‘Only the Important People Get to See It, and That’s a Problem’: Turner Prize Nominee Tai Shani on the Inaccessibility of Performance Art
The eye-popping pink
sculptural installation at this year’s Turner Prize exhibition,
held at the Margate gallery Turner Contemporary, marks a new
chapter in artist Tai Shani’s “Dark Continent” series, which
has occupied her practice for the past five years. It is a mythical
apatriarchal universe created through a mash-up of sculpture,
performance, and text, namely an epic novel that’s narrated by
an actor who appears on a screen.
“I’m incredibly honored that the
politics in this work are being placed in the context of the Turner
Prize,” Shani tells artnet News during a recent visit to
her cramped studio in South East London. While the 43-year-old
artist’s work is formally very different from the other three
nominees—Helen Cammock, Oscar Murillo, and Lawrence Abu Hamdan—she
says there is actually a lot of overlap between all four
presentations. “We’re all looking at inequality and power in
different ways, and that’s quite unique I think for a Turner
Prize.”

Tai Shani, DC: Semiramis (2019).
“Turner Prize 2019” at Turner Contemporary. Photo by David Levene.
Courtesy the artist and Turner Contemporary.
It takes seven hours to watch
the whole cycle of Shani’s work, and it isn’t easy to understand
because it’s told through Shani’s florid, purple language. “I
didn’t know where to start because I felt very weighed down by the
monolith of white Western male thought,” Shani says.
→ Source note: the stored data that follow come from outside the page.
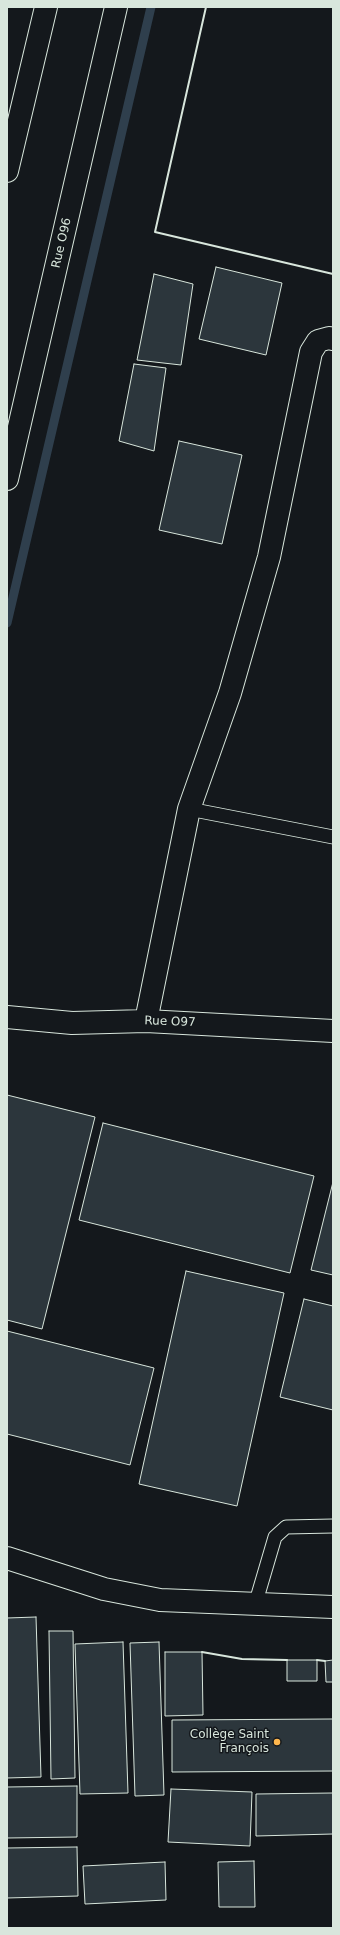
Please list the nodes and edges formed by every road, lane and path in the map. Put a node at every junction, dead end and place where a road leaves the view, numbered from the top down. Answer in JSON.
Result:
{"nodes":[{"id":1,"x":46,"y":7,"type":"edge"},
{"id":2,"x":116,"y":7,"type":"edge"},
{"id":3,"x":7,"y":171,"type":"edge"},
{"id":4,"x":333,"y":339,"type":"edge"},
{"id":5,"x":7,"y":479,"type":"edge"},
{"id":6,"x":189,"y":809,"type":"junction"},
{"id":7,"x":333,"y":837,"type":"edge"},
{"id":8,"x":7,"y":1016,"type":"edge"},
{"id":9,"x":146,"y":1021,"type":"junction"},
{"id":10,"x":333,"y":1030,"type":"edge"},
{"id":11,"x":333,"y":1526,"type":"edge"},
{"id":12,"x":7,"y":1558,"type":"edge"},
{"id":13,"x":255,"y":1605,"type":"junction"},
{"id":14,"x":333,"y":1607,"type":"edge"}],
"edges":[{"from":1,"to":3,"type":"street"},
{"from":2,"to":5,"type":"street","name":"Rue O96"},
{"from":4,"to":6,"type":"street"},
{"from":6,"to":7,"type":"lane"},
{"from":6,"to":9,"type":"street"},
{"from":8,"to":9,"type":"street","name":"Rue O97"},
{"from":9,"to":10,"type":"street","name":"Rue O97"},
{"from":11,"to":13,"type":"lane"},
{"from":12,"to":13,"type":"street"},
{"from":13,"to":14,"type":"street"}]}
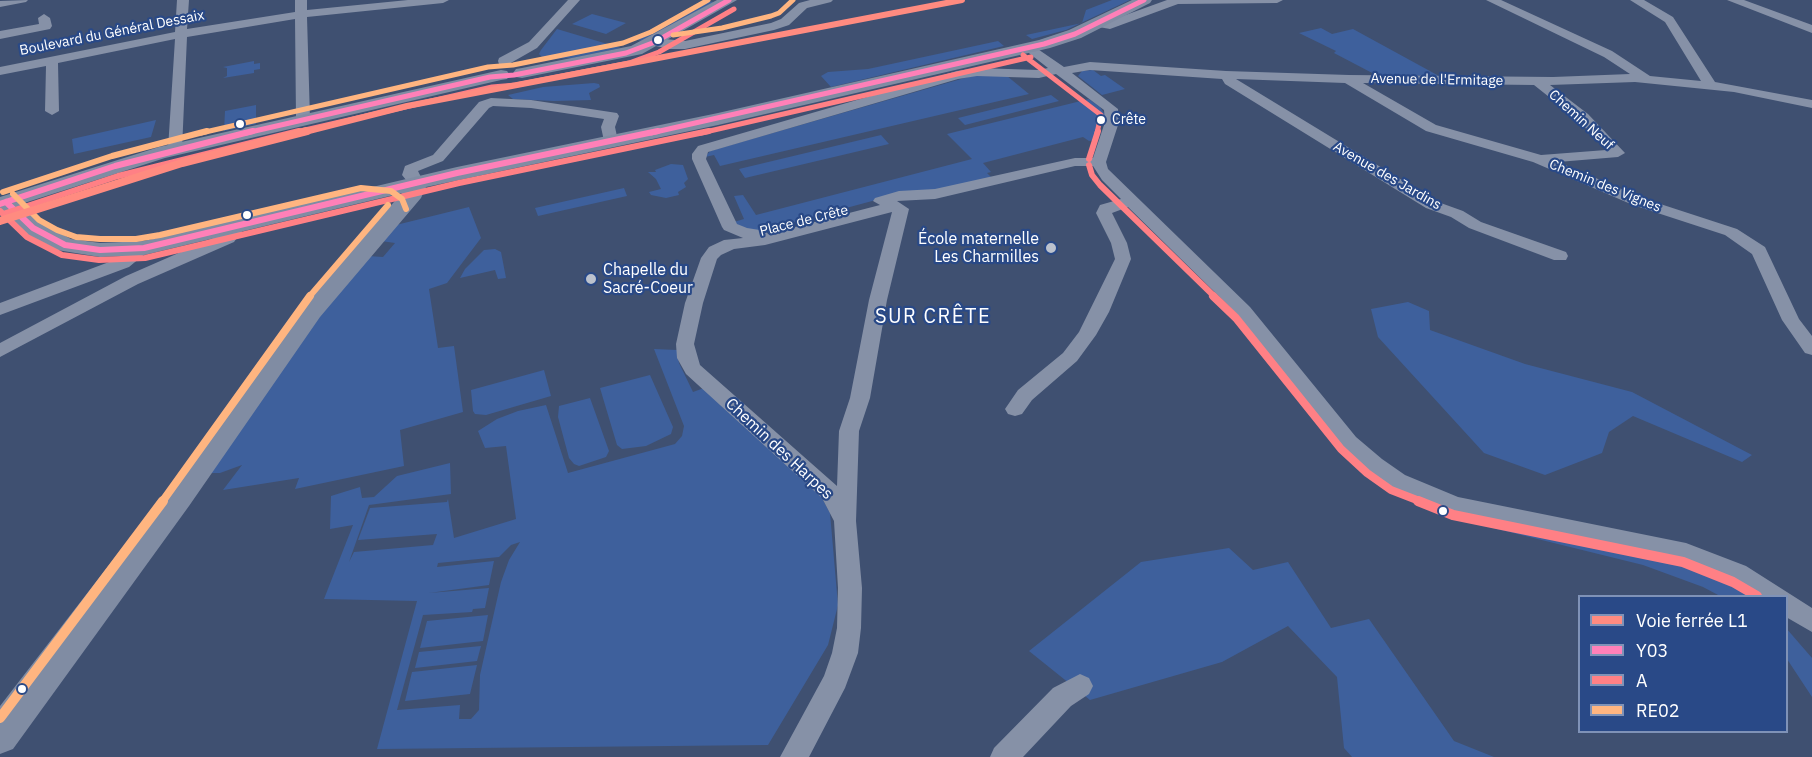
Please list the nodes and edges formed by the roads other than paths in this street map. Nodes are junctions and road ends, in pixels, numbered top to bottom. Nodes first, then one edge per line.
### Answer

Her writing
draws on texts ranging from the medieval mystics (texts she likens
to “the Rosetta stone of experimental literature”) to speculative
and science fiction, particularly feminist sci-fi written by
authors like Marge Piercy, Ursula K. Le Guin, Octavia Butler, and
Donna Haraway.
A 15th-century text by Christine
de Pizan, The Book of the
City of Ladies, was the
work’s starting point, though Shani emphasizes that her city is a
21st-century update, which does away with gender norms and the
patriarchy. It is instead an inclusive space for all “womxn,”
including trans and non-binary people. She sees the work as a sort
of philosophical thought experiment, or a platform to think about
transformative politics. “This is a created mythology,” she says.
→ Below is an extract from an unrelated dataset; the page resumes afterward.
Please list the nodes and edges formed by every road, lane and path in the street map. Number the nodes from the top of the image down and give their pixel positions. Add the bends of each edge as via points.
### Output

“But so is patriarchy—it’s just one that huge numbers of people
have collectively bought into.”
Some of Shani’s fans have
bemoaned the absence of live performance in her Turner
presentation. Performance has been an important part of Shani’s
practice for the past 15 years, but more recently she has been
focusing on installations and a more sculptural practice. She says
this is partly a natural evolution, but also due to a lack of
institutional support when it comes to funding performance
art.
“When I found out I was
nominated it became clear that I’d have to rethink what would work
in that setting.” For starters, she says, the space is smaller than
she is used to working with, so rather than presenting an element
of her world at the same scale, she decided on a zoomed-out version
of the city instead. But the bigger issue was how to fund a
performance for the run of a three-month-long
exhibition.

Tai Shani, DC: Semiramis (2019).
“Turner Prize 2019” at Turner Contemporary. Photo by David Levene.
Courtesy the artist and Turner Contemporary.
“The way that the art world is
structured doesn’t support performance very well,” Shani says.
“[Institutions] don’t have the resources to be able to sustain
three months of everyday performance with a cast of 13.” Costs
include performer fees, accommodations, travel, technical
assistance, and beyond. “So for me I knew that I wanted to make an
installation that would function and be autonomous.”
While there will be a number of
performances throughout the run of the exhibition, they will be
ticketed, and due to the unsettling nature of some of the text,
they will also be age-restricted and viewable only after Turner
Contemporary’s regular opening hours.
While there have been some
strides toward encouraging collectors to invest in performance,
such as a new performance
art fair, it is rare for
a collection to acquire performance. Shani says she was “extremely
fortunate” that Arts Council England acquired the protocol for her
performances, which, she explains, is kind of a manual for how to
stage the work, consisting of 12 videos of the performances, the
script, some of the hand-made costumes, the 3D plans for the floor,
and some of the hand-made sculptures.
The financial realities of
staging performance also limits where it is shown and who gets to
see it. Even with the healthy budget of Glasgow International,
Shani could only do performances for the first three days of the
festival, accessed mainly by the VIPs. The performance program at the
Venice Biennale this year faced the same issue. Despite funding
from Arts Council England, biennale curator Ralph Rugoff said the
cost of running the performances beyond the opening week and
closing weekend, was prohibitive.

Tai Shani, DC: Semiramis (2019).
“Turner Prize 2019” at Turner Contemporary. Photo by David Levene.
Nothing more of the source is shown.